Couldn't agree more. I'll just add that it's night and day between those two on light roasts.

Everyone fancies a fancy espresso machine, but you really need to make sure you're using a decent grinder with it.


----------



## Planter (Apr 12, 2017)

The advice given by the systemic kid is spot on. The Niche has filled a big gap in the market and most are pleased with it if they have it. Doesn't mean it the best grinder for you. But more than likely will do the job well and save you some of your budgeted fund.

FYI I currently run a new LR with the Niche and am happy.

Sent from my LYA-L09 using Tapatalk


----------



## Fez (Dec 31, 2018)

For its price I don't think there's anything else that comes close to the niche (new Vs new).

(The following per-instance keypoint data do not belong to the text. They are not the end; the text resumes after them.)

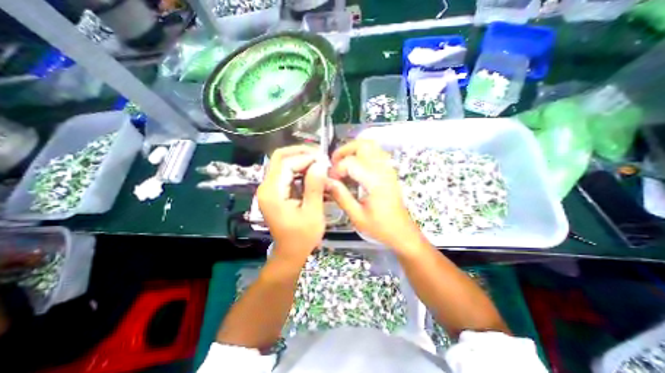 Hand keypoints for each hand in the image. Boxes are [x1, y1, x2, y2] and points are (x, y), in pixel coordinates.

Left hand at [257, 146, 325, 261]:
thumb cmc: (302, 237)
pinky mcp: (276, 192)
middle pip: (280, 159)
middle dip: (301, 154)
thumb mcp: (312, 212)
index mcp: (272, 193)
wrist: (291, 252)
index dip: (305, 157)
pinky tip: (313, 173)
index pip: (286, 163)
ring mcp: (270, 189)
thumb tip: (320, 164)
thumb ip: (315, 187)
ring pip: (284, 164)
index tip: (323, 159)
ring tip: (320, 163)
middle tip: (321, 156)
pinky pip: (287, 173)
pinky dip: (301, 170)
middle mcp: (266, 187)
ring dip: (302, 161)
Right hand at [330, 142, 422, 248]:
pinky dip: (362, 155)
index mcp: (375, 182)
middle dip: (345, 150)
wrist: (402, 232)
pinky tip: (356, 168)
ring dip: (354, 150)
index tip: (330, 180)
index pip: (351, 162)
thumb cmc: (380, 227)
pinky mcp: (389, 172)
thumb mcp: (357, 216)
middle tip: (334, 162)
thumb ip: (341, 196)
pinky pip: (375, 153)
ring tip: (343, 163)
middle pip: (364, 144)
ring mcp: (388, 169)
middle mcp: (383, 170)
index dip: (337, 169)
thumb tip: (327, 181)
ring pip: (371, 146)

 I also have the new LR with a niche(for now) and although the niche has been up to the task I feel like there is a bit more to be had. I just have big flat burrs calling me


----------



## Deidre (Aug 13, 2019)

Planter said:


> The advice given by the systemic kid is spot on. The Niche has filled a big gap in the market and most are pleased with it if they have it. Doesn't mean it the best grinder for you. But more than likely will do the job well and save you some of your budgeted fund.
> 
> FYI I currently run a new LR with the Niche and am happy.
> 
> Sent from my LYA-L09 using Tapatalk


 The Niche seems to be the popular grinder, no doubt about it.

(I noticed in your signature you use the Puqpress, a device that intrigued me when I saw it recently. How do you like it?)


----------



## Deidre (Aug 13, 2019)

I will try to sample an espresso from a flat burr and from a conical, to see which I prefer. Since I favour medium to dark roast, I had assumed conical would be the better match, but I may be missing full potential.


----------



## Deidre (Aug 13, 2019)

Would an HG-1 give me any better results than a Niche?


----------



## The Systemic Kid (Nov 23, 2012)

Having owned a HG1 - yes.


----------



## Mrboots2u (May 10, 2013)

Deidre said:


> Would an HG-1 give me any better results than a Niche?

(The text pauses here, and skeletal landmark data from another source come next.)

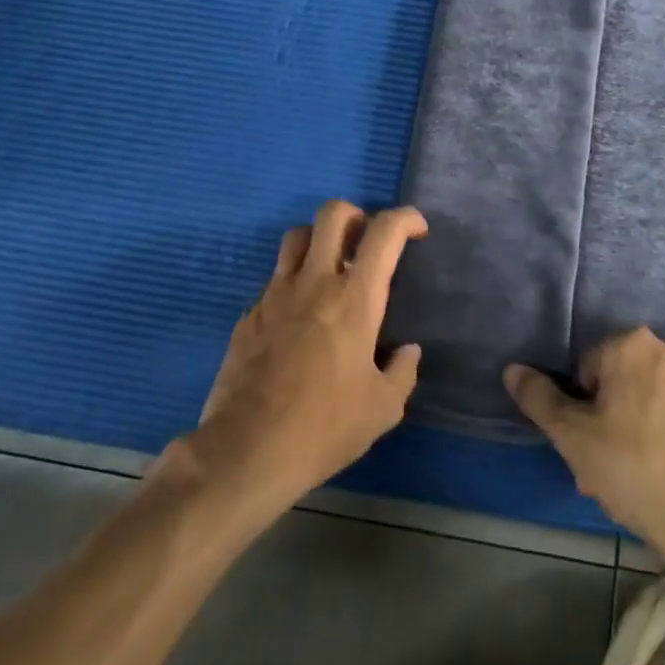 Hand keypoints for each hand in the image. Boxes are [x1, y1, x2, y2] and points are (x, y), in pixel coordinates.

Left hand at [183, 201, 426, 518]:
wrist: (247, 449)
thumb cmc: (324, 427)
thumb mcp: (382, 409)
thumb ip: (402, 372)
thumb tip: (408, 352)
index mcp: (355, 298)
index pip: (384, 233)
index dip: (405, 218)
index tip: (417, 229)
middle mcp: (315, 282)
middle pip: (332, 214)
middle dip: (355, 214)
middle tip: (365, 240)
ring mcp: (276, 294)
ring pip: (297, 237)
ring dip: (319, 240)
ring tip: (330, 268)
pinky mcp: (250, 313)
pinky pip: (275, 279)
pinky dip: (293, 283)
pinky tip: (299, 318)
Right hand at [504, 328, 664, 577]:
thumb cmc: (636, 472)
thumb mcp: (573, 438)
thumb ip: (540, 399)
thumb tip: (513, 369)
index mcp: (631, 346)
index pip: (589, 369)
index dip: (583, 409)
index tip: (590, 447)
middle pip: (626, 381)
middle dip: (615, 416)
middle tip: (612, 466)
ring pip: (660, 397)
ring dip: (647, 424)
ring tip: (646, 475)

 Not had both on the bench but there question is depends on the price.

HG1, new ,at this change rate , for me massively over priced $1000 before shipping and taxes. It's potentially 2.5 times the price .

If you have access to, a better priced second hand hg1 and you like hand grinding espresso, then it's a question worth asking. Probably only a few people had one side by side at the same time though.


----------



## Planter (Apr 12, 2017)

Deidre said:


> The Niche seems to be the popular grinder, no doubt about it.
> (I noticed in your signature you use the Puqpress, a device that intrigued me when I saw it recently. How do you like it?)


Hg1 is a nice big burr hand grinder and would be better than the Niche imo. However they are very different so make sure it's what you want as the Hg1 is not cheap in comparison. And rarely come up second hand.

As for a puqpress. It's lazy but works flawlessly. Would I pay full price for one. No. Would I pay a discount to have one, yes, why not. And that's what I did.

As for a grinder I will likely get a large flat at some point as very rarely drink anything beyond a medium roast with preference for lights.

Sent from my LYA-L09 using Tapatalk


----------



## MildredM (Feb 13, 2017)

Deidre said:


> The Niche seems to﻿﻿﻿ be the po﻿pular grinder, no doubt about it.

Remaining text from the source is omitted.